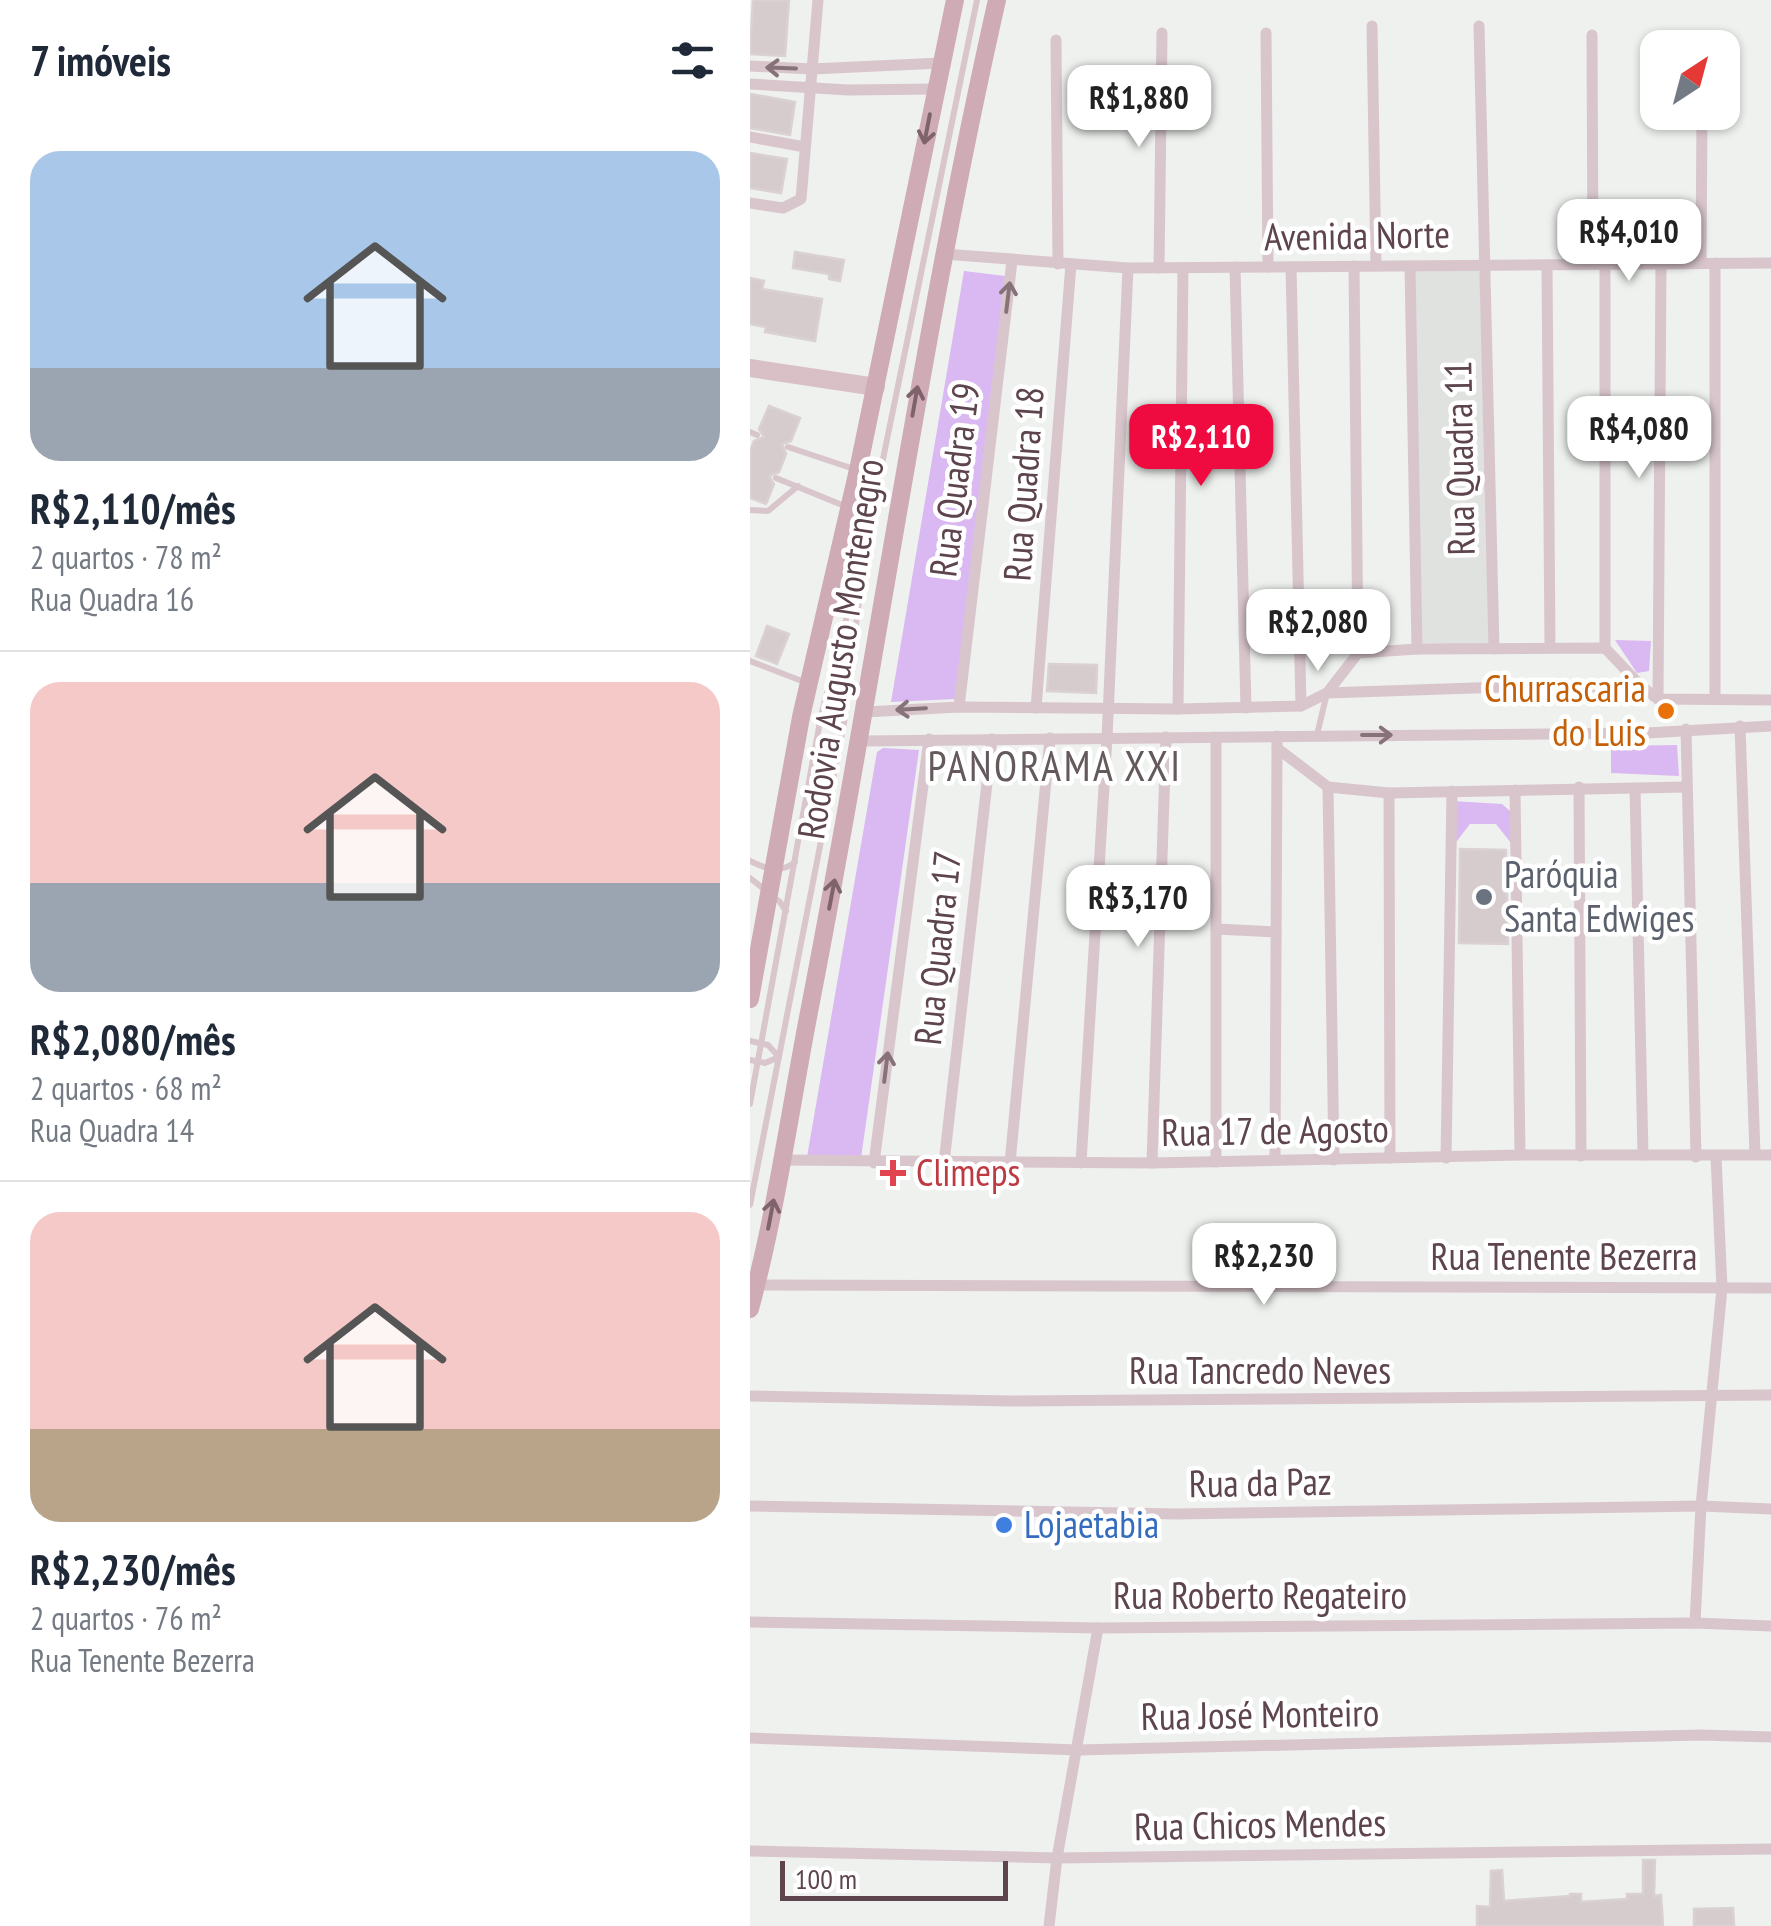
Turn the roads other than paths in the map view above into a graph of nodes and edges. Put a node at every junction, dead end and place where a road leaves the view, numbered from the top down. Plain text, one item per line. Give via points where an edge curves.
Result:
1 (818, 0) edge
2 (955, 0) edge
3 (977, 0) edge
4 (996, 0) edge
5 (1372, 26) dead end
6 (1479, 26) dead end
7 (1162, 33) dead end
8 (1266, 33) dead end
9 (1592, 35) dead end
10 (1056, 40) dead end
11 (940, 64) junction
12 (750, 66) edge
13 (812, 69) junction
14 (750, 84) edge
15 (811, 87) junction
16 (935, 89) junction
17 (1702, 130) edge
18 (750, 137) edge
19 (805, 146) junction
20 (750, 204) edge
21 (944, 254) junction
22 (1012, 261) junction
23 (1771, 262) edge
24 (1661, 263) junction
25 (1701, 263) junction
26 (1715, 263) junction
27 (1064, 264) junction
28 (1547, 264) junction
29 (1599, 264) junction
30 (1486, 265) junction
31 (1354, 266) junction
32 (1376, 266) junction
33 (1410, 266) junction
34 (1268, 267) junction
35 (1291, 267) junction
36 (1128, 268) junction
37 (1159, 268) junction
38 (1182, 268) junction
39 (1235, 268) junction
40 (750, 368) edge
41 (876, 388) junction
42 (788, 448) dead end
43 (858, 470) junction
44 (776, 478) dead end
45 (798, 486) junction
46 (848, 507) junction
47 (750, 510) edge
48 (866, 542) junction
49 (1550, 648) junction
50 (1606, 648) junction
51 (1417, 649) junction
52 (1494, 650) junction
53 (1358, 653) junction
54 (750, 661) edge
55 (808, 684) junction
56 (1642, 687) junction
57 (1327, 693) junction
58 (1658, 699) junction
59 (1715, 699) junction
60 (1771, 700) edge
61 (1301, 706) junction
62 (958, 707) junction
63 (1036, 708) junction
64 (1246, 708) junction
65 (1108, 709) junction
66 (1178, 710) junction
67 (865, 712) junction
68 (1771, 723) edge
69 (1740, 726) junction
70 (1686, 729) junction
71 (1317, 736) junction
72 (1166, 737) junction
73 (1216, 737) junction
74 (1050, 738) junction
75 (1108, 738) junction
76 (929, 739) junction
77 (992, 739) junction
78 (860, 741) junction
79 (1277, 742) junction
80 (1328, 787) junction
81 (1579, 787) junction
82 (1686, 787) junction
83 (1635, 788) junction
84 (1452, 790) junction
85 (1515, 790) junction
86 (1388, 792) junction
87 (750, 861) edge
88 (795, 862) junction
89 (774, 870) junction
90 (750, 878) edge
91 (771, 894) junction
92 (786, 912) junction
93 (1216, 929) junction
94 (1276, 932) junction
95 (750, 1000) edge
96 (750, 1041) edge
97 (762, 1044) junction
98 (780, 1057) junction
99 (754, 1061) edge
100 (750, 1104) edge
101 (1756, 1154) junction
102 (1771, 1154) edge
103 (1520, 1155) junction
104 (1643, 1155) junction
105 (1581, 1156) junction
106 (1696, 1156) junction
107 (1716, 1157) junction
108 (1390, 1158) junction
109 (1446, 1158) junction
110 (781, 1160) junction
111 (1275, 1160) junction
112 (1334, 1160) junction
113 (1216, 1162) junction
114 (874, 1163) junction
115 (944, 1163) junction
116 (1010, 1163) junction
117 (1081, 1163) junction
118 (1152, 1163) junction
119 (750, 1205) edge
120 (756, 1286) junction
121 (1722, 1288) junction
122 (1771, 1288) edge
123 (750, 1309) edge
124 (1712, 1394) junction
125 (1771, 1395) edge
126 (750, 1396) edge
127 (750, 1506) edge
128 (1701, 1506) junction
129 (1771, 1509) edge
130 (750, 1622) edge
131 (1694, 1623) junction
132 (1771, 1626) edge
133 (1098, 1628) junction
134 (1771, 1737) edge
135 (750, 1738) edge
136 (1078, 1750) junction
137 (1771, 1849) edge
138 (750, 1851) edge
139 (1057, 1858) junction
140 (1049, 1926) edge

1 - 13 street
2 - 11 main road, Rodovia Augusto Montenegro
3 - 48 lane
4 - 21 main road, Rodovia Augusto Montenegro
5 - 32 street
6 - 30 street, Rua Quadra 11
7 - 37 street
8 - 34 street
9 - 29 street
10 - 27 street, Rua Quadra 18
11 - 13 street
11 - 16 main road, Rodovia Augusto Montenegro
13 -> 12 street
13 - 15 street
14 - 15 street
15 - 16 street
15 - 19 street
16 -> 41 main road, Rodovia Augusto Montenegro
17 - 25 street
18 - 19 street
19 - 20 street via 801,199 783,208
21 - 22 street, Avenida Norte
67 -> 21 main road, Rodovia Augusto Montenegro
22 - 27 street, Avenida Norte
62 -> 22 street, Rua Quadra 19
23 - 26 street, Avenida Norte
24 - 25 street, Avenida Norte
24 - 29 street, Avenida Norte
24 - 58 street
25 - 26 street, Avenida Norte
26 - 59 street
27 - 36 street, Avenida Norte
27 - 63 street, Rua Quadra 18
28 - 29 street, Avenida Norte
28 - 30 street, Avenida Norte
28 - 49 street
29 - 50 street
30 - 33 street, Avenida Norte
30 - 52 street, Rua Quadra 11
31 - 32 street, Avenida Norte
31 - 35 street, Avenida Norte
31 - 53 street
32 - 33 street, Avenida Norte
33 - 51 street
34 - 35 street, Avenida Norte
34 - 39 street, Avenida Norte
35 - 61 street
36 - 37 street, Avenida Norte
36 - 65 street
37 - 38 street, Avenida Norte
38 - 39 street, Avenida Norte
38 - 66 street
39 - 64 street
40 - 41 street
41 - 43 main road, Rodovia Augusto Montenegro
42 - 43 lane
43 - 46 main road, Rodovia Augusto Montenegro
44 - 45 lane
45 - 46 lane
45 - 47 lane via 768,511
46 - 55 main road, Rodovia Augusto Montenegro
48 - 88 lane via 821,716
48 - 98 lane via 844,723
49 - 50 street
49 - 52 street
50 - 56 street
51 - 52 street
51 - 53 street
53 - 57 street
54 - 55 lane
55 - 89 main road, Rodovia Augusto Montenegro
56 - 57 street
56 - 58 street
57 - 61 street
57 - 71 lane
58 - 59 street
59 - 60 street
61 - 64 street
62 - 63 street
62 -> 67 street
63 - 65 street
64 - 66 street
65 - 66 street
65 - 75 street
67 - 78 main road, Rodovia Augusto Montenegro
68 - 69 street
69 - 70 street
69 - 101 street
71 -> 70 street
70 - 82 street
71 - 79 street
72 - 73 street
72 - 75 street
72 - 118 street
73 - 79 street
73 - 93 street
74 - 75 street
74 - 77 street
74 - 116 street
75 - 117 street
76 - 77 street
76 - 78 street
114 -> 76 street
77 - 115 street, Rua Quadra 17
110 -> 78 main road, Rodovia Augusto Montenegro
79 - 80 street
79 - 94 street
80 - 86 street
80 - 112 street
81 - 83 street
81 - 85 street
81 - 105 street
82 - 83 street
82 - 106 street
83 - 104 street
84 - 85 street
84 - 86 street
84 - 109 street
85 - 103 street
86 - 108 street
87 - 89 lane
88 - 89 lane
88 - 92 lane
89 - 91 main road, Rodovia Augusto Montenegro
90 - 91 lane
91 - 92 lane
91 - 95 main road, Rodovia Augusto Montenegro
92 - 97 lane
93 - 94 street
93 - 113 street
94 - 111 street
96 - 97 lane
97 - 98 lane
97 - 99 lane
98 - 99 lane
98 - 119 lane
99 - 100 lane
101 - 102 street, Rua 17 de Agosto
101 - 107 street, Rua 17 de Agosto
103 - 105 street, Rua 17 de Agosto
103 - 109 street, Rua 17 de Agosto
104 - 105 street, Rua 17 de Agosto
104 - 106 street, Rua 17 de Agosto
106 - 107 street, Rua 17 de Agosto
107 - 121 street
108 - 109 street, Rua 17 de Agosto
108 - 112 street, Rua 17 de Agosto
110 - 114 street, Rua 17 de Agosto
120 -> 110 main road, Rodovia Augusto Montenegro
111 - 112 street, Rua 17 de Agosto
111 - 113 street, Rua 17 de Agosto
113 - 118 street, Rua 17 de Agosto
114 - 115 street, Rua 17 de Agosto
115 - 116 street, Rua 17 de Agosto
116 - 117 street, Rua 17 de Agosto
117 - 118 street, Rua 17 de Agosto
120 - 121 street, Rua Tenente Bezerra
120 - 123 main road, Rodovia Augusto Montenegro
121 - 122 street, Rua Tenente Bezerra
121 - 124 street
124 - 125 street, Rua Tancredo Neves
124 - 126 street, Rua Tancredo Neves via 1030,1402
124 - 128 street
127 - 128 street, Rua da Paz via 1177,1514
128 - 129 street, Rua da Paz
128 - 131 street
130 - 133 street, Rua Roberto Regateiro
131 - 132 street, Rua Roberto Regateiro
131 - 133 street, Rua Roberto Regateiro
133 - 136 street
134 - 136 street, Rua José Monteiro
135 - 136 street, Rua José Monteiro
136 - 139 street
137 - 139 street, Rua Chicos Mendes
138 - 139 street, Rua Chicos Mendes
139 - 140 street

════════════════════

DIRECTIONS ->
If a line in the entries contains "Mendes", copy it.

WRITTEN REPLY ->
137 - 139 street, Rua Chicos Mendes
138 - 139 street, Rua Chicos Mendes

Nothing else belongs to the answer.